Je n’entre pas ici dans le détail des débats
en cours, mais je voudrais simplement relever un trait général
qui caractérise notre manière de nous organiser et
en dit long sur la Compagnie : notre style de gouvernement est marqué
par un double mouvement, descendant et ascendant. Par exemple, nos
« supérieurs majeurs » (provinciaux et supérieurs
de grosses maisons) ne sont pas élus (sauf le Père
Général), ils sont nommés par le Père
Général – mouvement descendant – mais
celui-ci ne décide pas de manière arbitraire : il
tient compte à chaque fois d’une liste de trois noms
élaborée par les jésuites concernés
par la nomination – mouvement ascendant. Le supérieur
est choisi parmi ces trois noms ; et si le Père Général
et son conseil ne voient pas la possibilité de le désigner
parmi cette liste, ils en demandent une autre (autrement dit, on
ne renonce pas à ce double mouvement).
Autre exemple : la Congrégation Générale elle-même,
n’est pas entièrement élue. Elle est composée
pratiquement pour moitié de jésuites qui sont là
du fait de leur charge (conseillers du Père Général,
provinciaux, etc., nommés par le Père Général)
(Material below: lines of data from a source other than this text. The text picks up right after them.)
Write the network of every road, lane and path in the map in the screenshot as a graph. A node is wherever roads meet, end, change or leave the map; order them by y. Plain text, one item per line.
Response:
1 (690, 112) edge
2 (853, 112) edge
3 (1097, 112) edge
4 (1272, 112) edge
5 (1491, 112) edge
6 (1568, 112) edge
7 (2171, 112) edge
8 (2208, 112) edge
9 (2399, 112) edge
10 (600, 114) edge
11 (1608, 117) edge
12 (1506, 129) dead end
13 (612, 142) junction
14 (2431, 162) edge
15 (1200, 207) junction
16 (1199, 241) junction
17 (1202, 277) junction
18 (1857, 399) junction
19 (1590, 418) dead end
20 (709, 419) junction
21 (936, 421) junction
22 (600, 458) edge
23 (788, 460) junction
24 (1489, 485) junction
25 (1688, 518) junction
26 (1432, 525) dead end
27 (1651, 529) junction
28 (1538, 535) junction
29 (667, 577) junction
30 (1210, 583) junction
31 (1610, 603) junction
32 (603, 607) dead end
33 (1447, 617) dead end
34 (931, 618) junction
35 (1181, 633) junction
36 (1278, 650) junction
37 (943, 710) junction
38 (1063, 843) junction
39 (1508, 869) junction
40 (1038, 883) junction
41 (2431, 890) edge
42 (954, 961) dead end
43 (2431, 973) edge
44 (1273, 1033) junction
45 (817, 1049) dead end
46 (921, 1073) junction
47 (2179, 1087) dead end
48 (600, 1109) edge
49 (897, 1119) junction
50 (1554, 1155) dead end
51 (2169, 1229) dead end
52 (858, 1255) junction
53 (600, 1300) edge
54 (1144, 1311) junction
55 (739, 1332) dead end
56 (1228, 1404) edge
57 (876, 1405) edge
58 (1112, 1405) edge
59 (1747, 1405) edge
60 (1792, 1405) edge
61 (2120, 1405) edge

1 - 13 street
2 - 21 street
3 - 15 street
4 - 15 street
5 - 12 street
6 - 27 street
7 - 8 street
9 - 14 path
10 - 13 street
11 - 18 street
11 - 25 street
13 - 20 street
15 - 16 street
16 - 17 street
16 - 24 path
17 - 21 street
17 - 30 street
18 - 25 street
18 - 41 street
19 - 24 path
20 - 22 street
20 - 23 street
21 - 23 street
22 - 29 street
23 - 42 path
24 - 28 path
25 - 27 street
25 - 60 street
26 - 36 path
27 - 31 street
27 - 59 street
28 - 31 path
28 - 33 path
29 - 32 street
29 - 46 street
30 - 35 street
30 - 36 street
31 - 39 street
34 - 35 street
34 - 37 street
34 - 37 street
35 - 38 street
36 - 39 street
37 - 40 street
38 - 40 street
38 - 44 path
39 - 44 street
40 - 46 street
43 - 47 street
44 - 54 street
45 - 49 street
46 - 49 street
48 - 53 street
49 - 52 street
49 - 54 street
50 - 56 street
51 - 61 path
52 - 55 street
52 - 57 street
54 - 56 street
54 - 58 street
– mouvement descendant –, et pour moitié de jésuites
élus par leur congrégation provinciale – mouvement
ascendant. Rien ne les distingue ; ils ont les mêmes droits
et charges.
Ainsi, on ne peut pas dire que la Compagnie fonctionne comme une
démocratie ; mais nous ne sommes pas non plus un organisme
pyramidal qui recevrait ses impulsions uniquement de la tête.
Les décisions sont le fruit de cette rencontre entre ces
deux mouvements qui, chacun à sa manière, fait autorité
et requiert, pour être bien ajusté, l’écoute
de l’autre.
Évidemment, on peut imaginer que ces deux mouvements se feront
l’écho de divergences sur des manières de voir
et de réagir. Mais ici en tout cas, j’observe que cela
ne provoque rien qui ressemblerait à des lignes de fracture.
Au fil des débats, différents points de vue sont échangés,
parfois contradictoires, mais ensemble, nous recherchons un point
d’équilibre, qui le plus souvent ne consiste pas en
un compromis entre deux positions, mais en une perspective autre,
plus large, plus audacieuse, qui les intègre mais les dépasse,
et que l’on reconnaît à la joie qu’elle
produit.
Ce mode de gouvernement, tout à fait particulier –
sans doute pas totalement dénué d’intérêt
pour d’autres instances sociales et politiques – participe,
je crois, du mouvement profond de l’obéissance : la
recherche humble, souvent tâtonnante, mais en même temps
opiniâtre, de la volonté de Dieu.
Durant
la Congrégation générale, en particulier
durant la deuxième partie qui a commencé lundi,
le 21 janvier et qui traitera de l'avenir des engagements de la
Compagnie de Jésus dans le monde, tous les jésuites,
leurs collaborateurs et collaboratrices, leurs proches, peuvent
s'unir par la prière aux travaux des délégués.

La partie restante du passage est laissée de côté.